» **Exercise brief**:
Once the line containing "ring mcp: (815, 972)" is found in the records below, return it and each following line exactly, up to and including the line containing "index dip: (1087, 862)", and nothing else.

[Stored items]
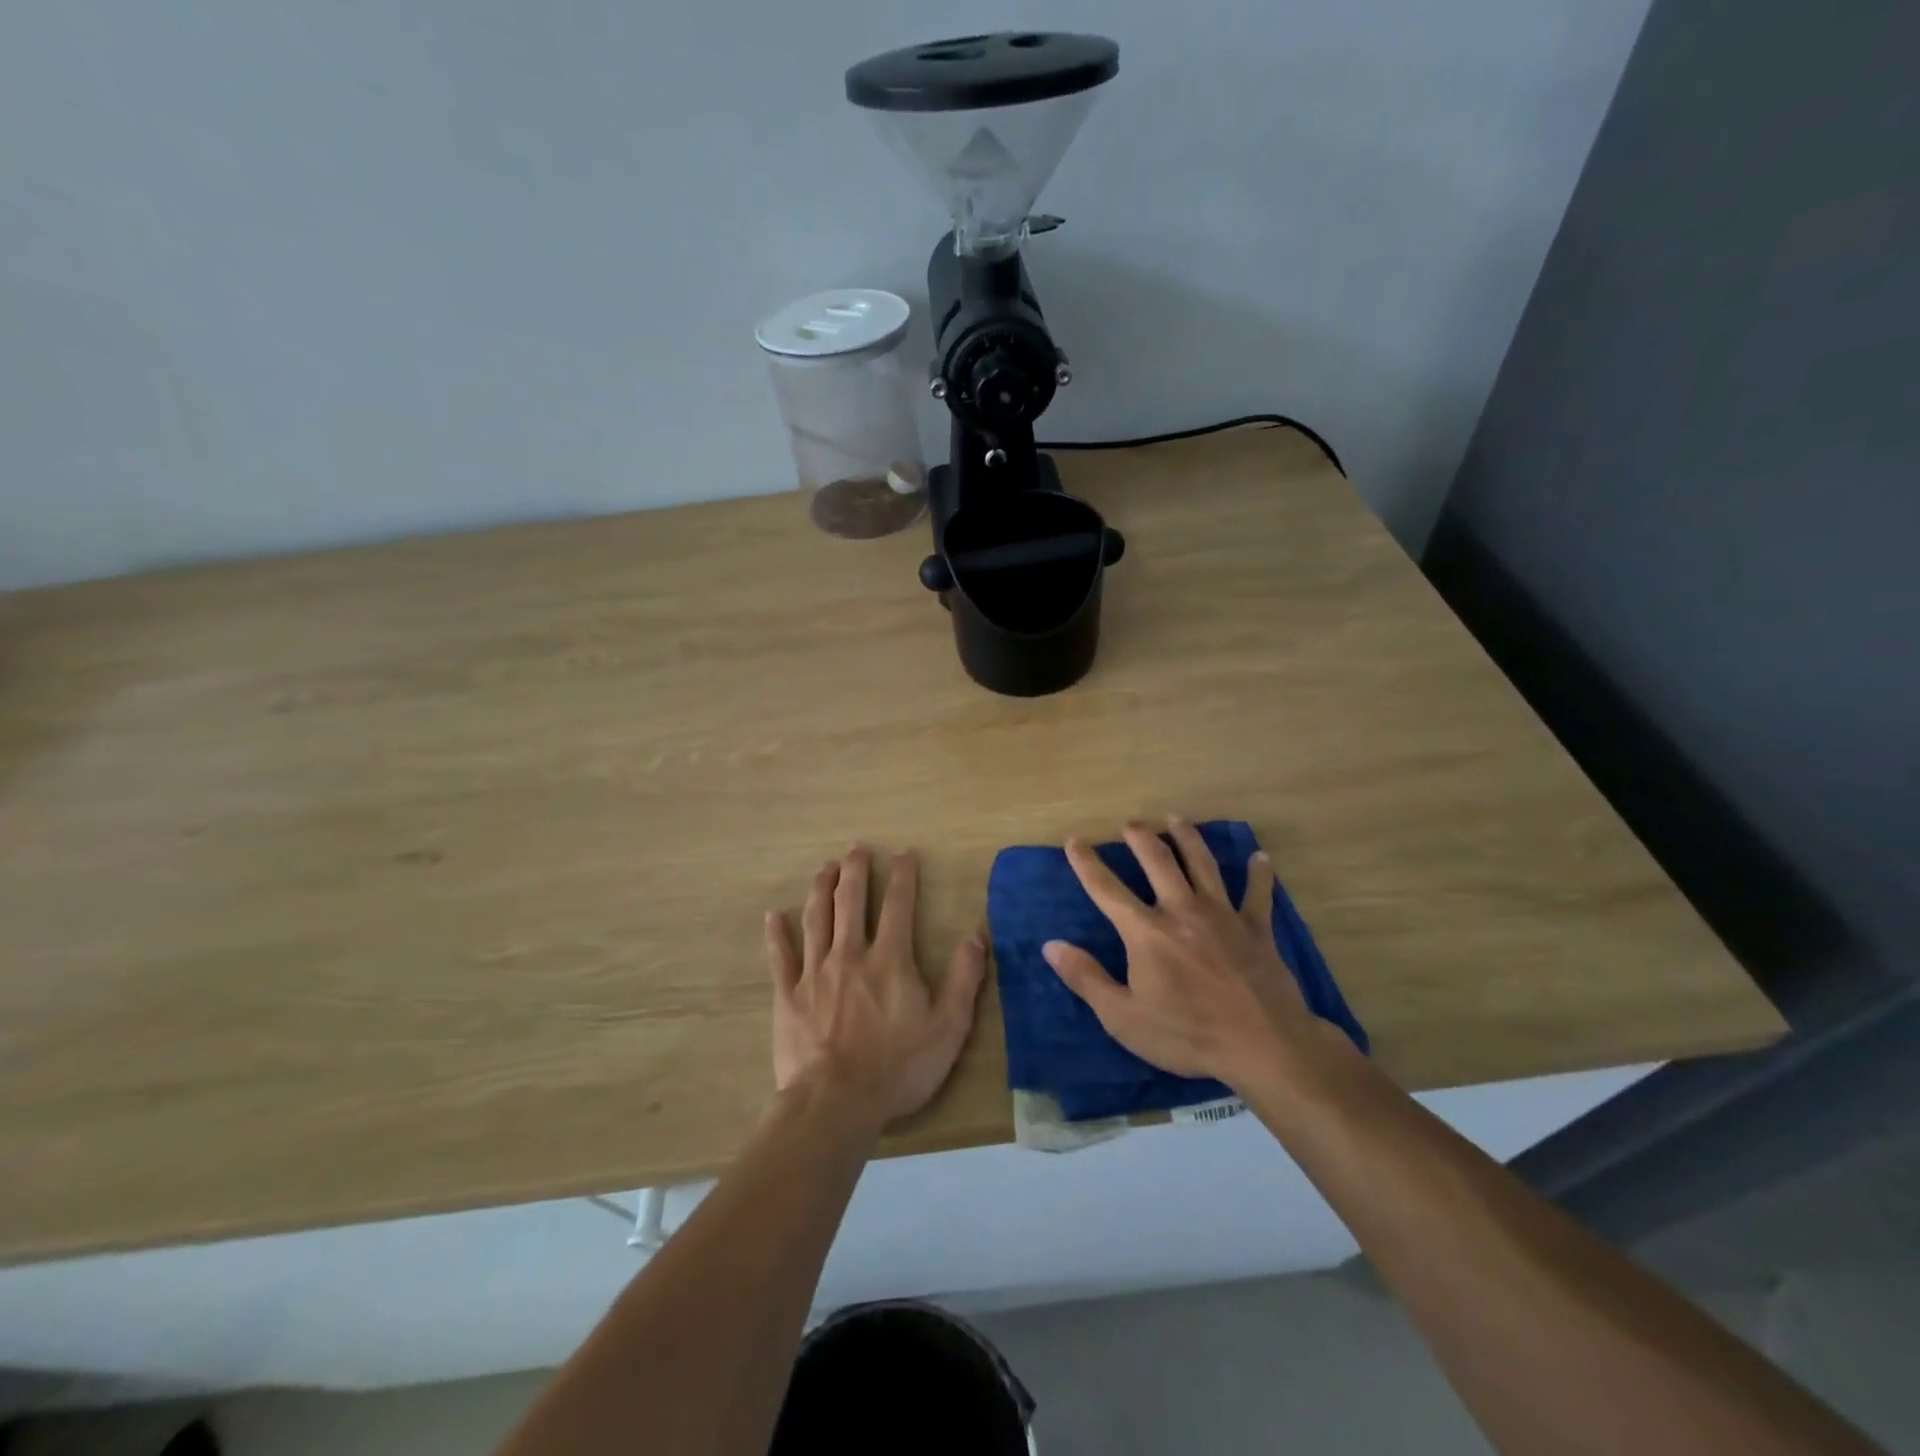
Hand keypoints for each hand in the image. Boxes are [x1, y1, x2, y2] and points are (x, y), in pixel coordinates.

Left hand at [765, 846, 987, 1126]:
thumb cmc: (898, 1067)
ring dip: (821, 889)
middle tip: (856, 849)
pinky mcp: (788, 995)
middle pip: (851, 901)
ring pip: (817, 919)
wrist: (836, 1102)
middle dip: (856, 871)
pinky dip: (777, 934)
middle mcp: (851, 954)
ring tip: (825, 868)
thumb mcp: (948, 1027)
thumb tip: (976, 934)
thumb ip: (964, 978)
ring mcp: (815, 972)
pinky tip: (773, 915)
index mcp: (890, 959)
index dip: (902, 876)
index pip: (898, 906)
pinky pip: (781, 957)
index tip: (903, 853)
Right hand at [1043, 816, 1312, 1088]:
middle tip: (1131, 823)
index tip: (1074, 839)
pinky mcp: (1257, 929)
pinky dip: (1259, 874)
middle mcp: (1182, 911)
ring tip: (1176, 818)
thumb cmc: (1187, 1035)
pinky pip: (1258, 894)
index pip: (1106, 888)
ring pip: (1203, 864)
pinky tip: (1260, 857)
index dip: (1087, 862)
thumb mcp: (1123, 1017)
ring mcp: (1223, 916)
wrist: (1263, 1045)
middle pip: (1158, 862)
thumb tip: (1051, 945)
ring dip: (1188, 838)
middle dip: (1140, 838)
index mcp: (1146, 932)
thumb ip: (1086, 978)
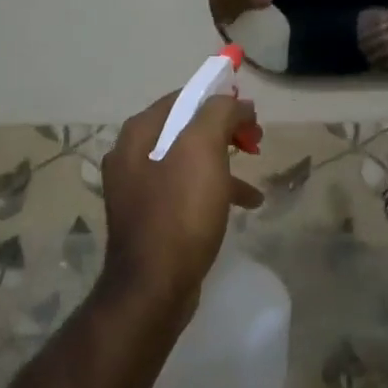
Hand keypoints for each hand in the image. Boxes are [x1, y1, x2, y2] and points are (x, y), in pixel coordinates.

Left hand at [100, 91, 264, 317]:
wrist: (153, 287)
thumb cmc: (179, 213)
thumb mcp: (202, 151)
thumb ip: (217, 114)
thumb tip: (233, 101)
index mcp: (138, 135)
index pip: (182, 99)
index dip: (219, 100)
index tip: (251, 114)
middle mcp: (131, 157)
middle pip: (186, 129)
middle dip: (225, 132)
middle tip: (256, 141)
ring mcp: (138, 190)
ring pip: (189, 162)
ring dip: (224, 163)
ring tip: (254, 175)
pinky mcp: (150, 219)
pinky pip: (186, 192)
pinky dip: (215, 191)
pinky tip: (243, 206)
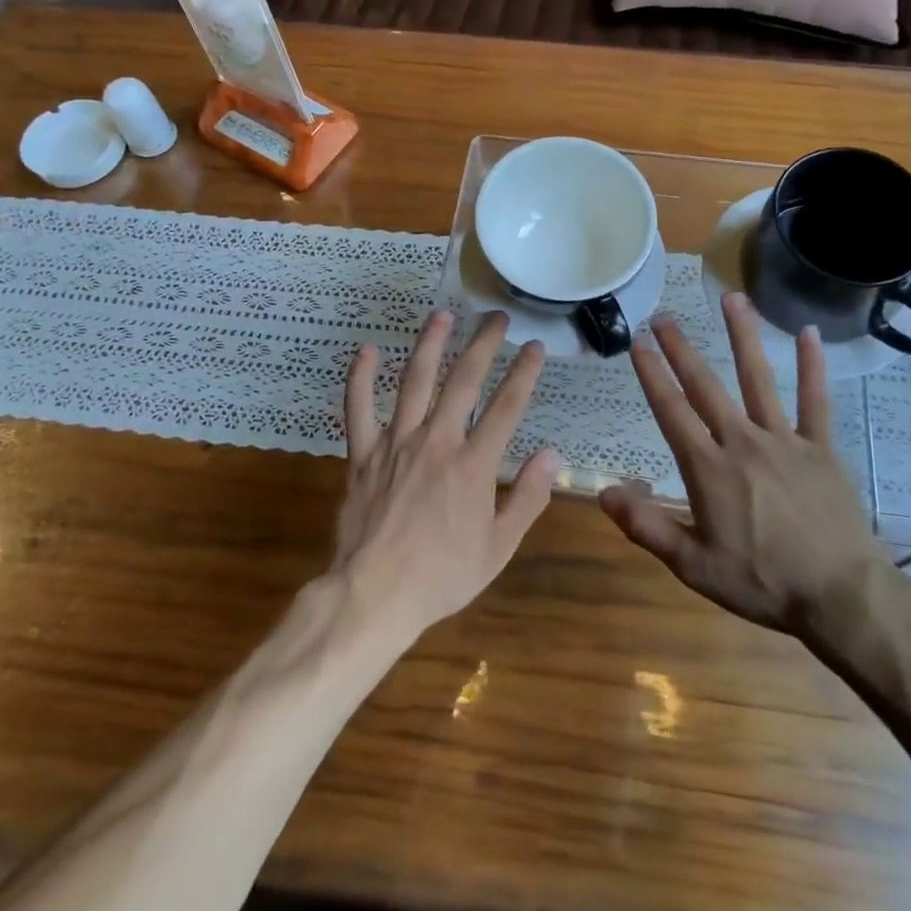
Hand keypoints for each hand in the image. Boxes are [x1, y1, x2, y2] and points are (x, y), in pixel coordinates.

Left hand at [334, 309, 557, 636]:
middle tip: (495, 317)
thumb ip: (527, 498)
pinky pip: (358, 408)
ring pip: (414, 382)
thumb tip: (551, 455)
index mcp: (473, 466)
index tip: (534, 345)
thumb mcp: (497, 548)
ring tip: (442, 315)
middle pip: (463, 381)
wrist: (373, 595)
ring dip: (430, 345)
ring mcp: (395, 444)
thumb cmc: (441, 576)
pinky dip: (361, 378)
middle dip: (482, 344)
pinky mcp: (362, 454)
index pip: (506, 407)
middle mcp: (436, 442)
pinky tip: (367, 350)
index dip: (523, 373)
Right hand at [600, 293, 895, 646]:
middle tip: (663, 316)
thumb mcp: (694, 565)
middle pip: (705, 385)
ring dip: (742, 337)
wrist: (840, 596)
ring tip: (731, 299)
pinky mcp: (821, 448)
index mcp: (708, 468)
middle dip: (680, 349)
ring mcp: (785, 440)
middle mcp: (742, 441)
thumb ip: (647, 526)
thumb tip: (604, 492)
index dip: (651, 374)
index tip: (637, 343)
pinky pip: (816, 401)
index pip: (671, 410)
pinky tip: (810, 334)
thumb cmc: (762, 583)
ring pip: (758, 378)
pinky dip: (812, 367)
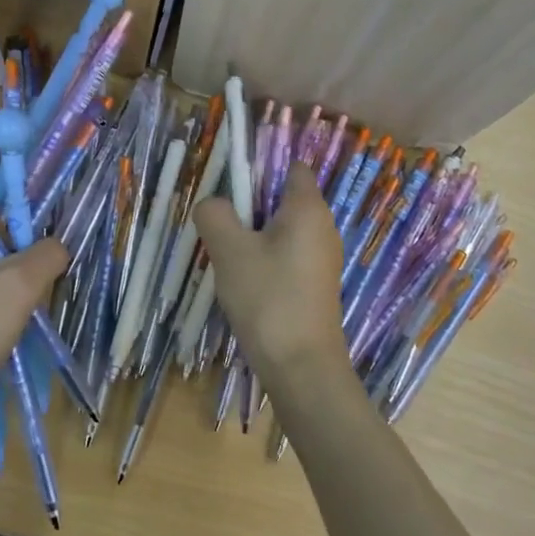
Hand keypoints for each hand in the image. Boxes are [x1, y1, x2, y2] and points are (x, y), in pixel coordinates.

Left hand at [0, 220, 67, 413]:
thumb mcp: (21, 283)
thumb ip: (48, 253)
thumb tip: (58, 246)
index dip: (24, 211)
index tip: (47, 237)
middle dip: (25, 253)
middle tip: (44, 278)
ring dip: (17, 282)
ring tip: (31, 306)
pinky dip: (2, 303)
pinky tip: (13, 325)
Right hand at [194, 164, 351, 393]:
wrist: (301, 367)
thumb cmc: (268, 298)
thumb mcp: (229, 250)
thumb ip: (214, 215)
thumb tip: (211, 204)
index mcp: (308, 209)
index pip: (292, 168)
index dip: (261, 168)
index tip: (230, 186)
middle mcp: (323, 228)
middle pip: (283, 199)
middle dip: (250, 205)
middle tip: (220, 223)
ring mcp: (322, 259)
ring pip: (282, 230)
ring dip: (254, 235)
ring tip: (227, 255)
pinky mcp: (316, 285)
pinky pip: (287, 255)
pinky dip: (266, 258)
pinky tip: (245, 281)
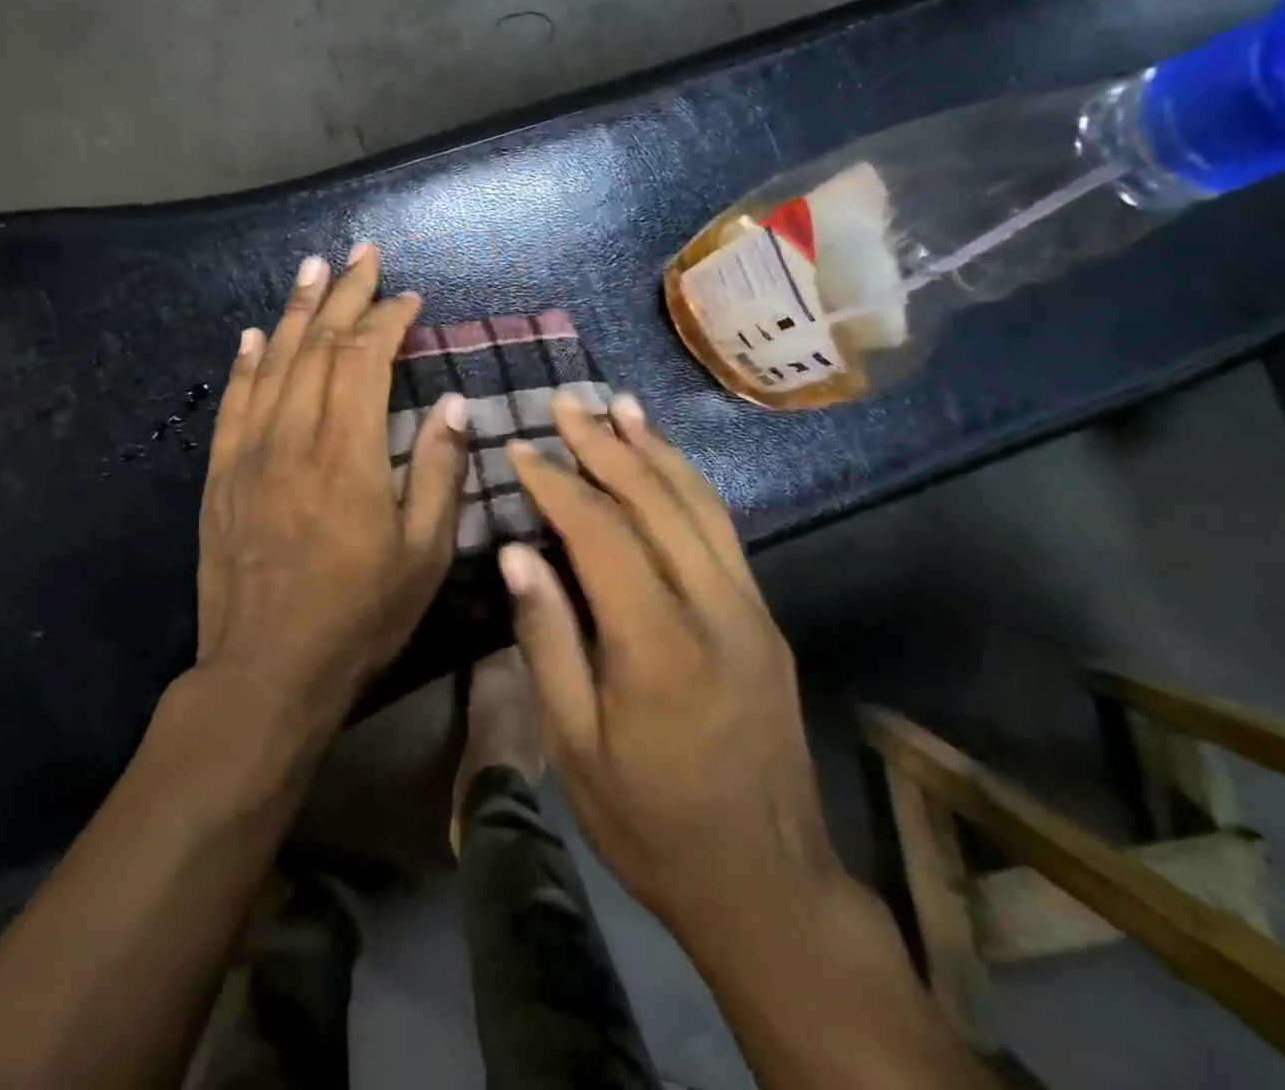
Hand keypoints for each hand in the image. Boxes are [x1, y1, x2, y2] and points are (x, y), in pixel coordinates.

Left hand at [196, 243, 467, 727]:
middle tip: (361, 252)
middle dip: (343, 294)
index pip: (366, 360)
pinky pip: (232, 403)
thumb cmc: (360, 616)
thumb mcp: (424, 554)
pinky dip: (246, 363)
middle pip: (317, 345)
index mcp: (348, 453)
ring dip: (295, 310)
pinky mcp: (221, 476)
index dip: (388, 320)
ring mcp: (250, 454)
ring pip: (272, 363)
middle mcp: (294, 437)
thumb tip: (451, 403)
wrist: (267, 671)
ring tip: (311, 268)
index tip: (409, 298)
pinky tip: (254, 334)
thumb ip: (440, 472)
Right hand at [499, 392, 834, 939]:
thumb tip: (518, 554)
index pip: (601, 534)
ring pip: (700, 504)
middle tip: (567, 402)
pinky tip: (665, 464)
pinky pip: (723, 531)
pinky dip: (689, 484)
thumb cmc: (651, 824)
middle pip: (656, 501)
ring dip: (655, 449)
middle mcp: (714, 609)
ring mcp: (750, 608)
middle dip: (605, 445)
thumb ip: (548, 641)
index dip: (557, 485)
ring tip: (620, 406)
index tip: (521, 450)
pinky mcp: (765, 618)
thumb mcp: (575, 749)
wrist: (767, 882)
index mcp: (658, 646)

» **Result for this task**:
ring mcp: (815, 972)
pinky tip: (773, 915)
index mcp: (890, 959)
index dip: (902, 876)
index pip: (898, 906)
pinky pip: (781, 957)
index tip: (903, 853)
Right hand at [1043, 816, 1312, 1088]:
middle tip: (1131, 823)
index tip: (1074, 839)
pinky mcp: (1257, 929)
pinky dip: (1259, 874)
middle mcp: (1182, 911)
ring tip: (1176, 818)
thumb cmc: (1187, 1035)
pinky pip: (1258, 894)
index pip: (1106, 888)
ring pip: (1203, 864)
pinky tip: (1260, 857)
index dip: (1087, 862)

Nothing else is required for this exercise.